A triangle has corners at #(1 ,9 )#, #(-6 ,-1 )#, and #(1 ,-2 )#. If the triangle is dilated by a factor of #2 # about point #(-5 ,-2 ), how far will its centroid move?

1 Answer
May 25, 2018

#color(blue)((sqrt(265))/3" units")#

Explanation:

If all vertices of a triangle are dilated by a factor #bba# then the centroid will also be dilated by a factor #bba#

Let #A# be the triangle in its original position.

Let #A'# be the dilated triangle.

Centroid of #A#

The coordinates of the centroid can be found by taking the arithmetic mean of the x coordinates and the y coordinates.

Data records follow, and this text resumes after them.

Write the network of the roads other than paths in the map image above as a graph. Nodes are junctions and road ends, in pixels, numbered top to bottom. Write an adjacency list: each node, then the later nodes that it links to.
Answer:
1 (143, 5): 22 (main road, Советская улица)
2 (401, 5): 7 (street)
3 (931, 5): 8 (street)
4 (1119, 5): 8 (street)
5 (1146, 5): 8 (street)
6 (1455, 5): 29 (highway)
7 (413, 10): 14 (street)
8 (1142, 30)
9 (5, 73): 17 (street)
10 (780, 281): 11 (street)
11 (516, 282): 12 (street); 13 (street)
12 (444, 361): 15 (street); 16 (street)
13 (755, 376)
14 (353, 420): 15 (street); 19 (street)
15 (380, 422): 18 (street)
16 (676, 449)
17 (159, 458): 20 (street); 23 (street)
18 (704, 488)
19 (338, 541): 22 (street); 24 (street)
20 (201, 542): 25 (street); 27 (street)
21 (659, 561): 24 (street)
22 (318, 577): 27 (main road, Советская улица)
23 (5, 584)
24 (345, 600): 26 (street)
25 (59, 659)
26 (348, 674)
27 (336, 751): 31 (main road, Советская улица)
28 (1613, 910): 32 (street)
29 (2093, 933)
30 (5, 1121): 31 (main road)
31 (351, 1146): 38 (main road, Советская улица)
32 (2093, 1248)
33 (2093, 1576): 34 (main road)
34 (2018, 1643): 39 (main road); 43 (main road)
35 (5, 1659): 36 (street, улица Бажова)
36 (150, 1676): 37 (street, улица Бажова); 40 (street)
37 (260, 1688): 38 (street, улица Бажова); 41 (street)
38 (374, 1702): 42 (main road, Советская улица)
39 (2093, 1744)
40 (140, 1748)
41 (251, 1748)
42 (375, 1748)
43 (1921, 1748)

#((x_1+x_2+x_3)/3,(y_1+y_2+y_3)/3)#

#((1-6+1)/3,(9-1-2)/3)=>(-4/3,2)#

Using vectors:

Position vector of centre of dilation:

#vec(OD)=((-5),(-2))#

Let #C# be the centroid of #A'#.

Vector from D to C:

#vec(DC)=((11/3),(4))#

Scale factor = 2:

Position vector of new centroid #C'#

#vec(OD)+3vec(DC)=((-5),(-2))+2((11/3),(4))=((7/3),(6))#

Distance the centroid has moved can be found using the distance formula:

#d=sqrt((-4/3-7/3)^2+(2-6)^2)=(sqrt(265))/3# units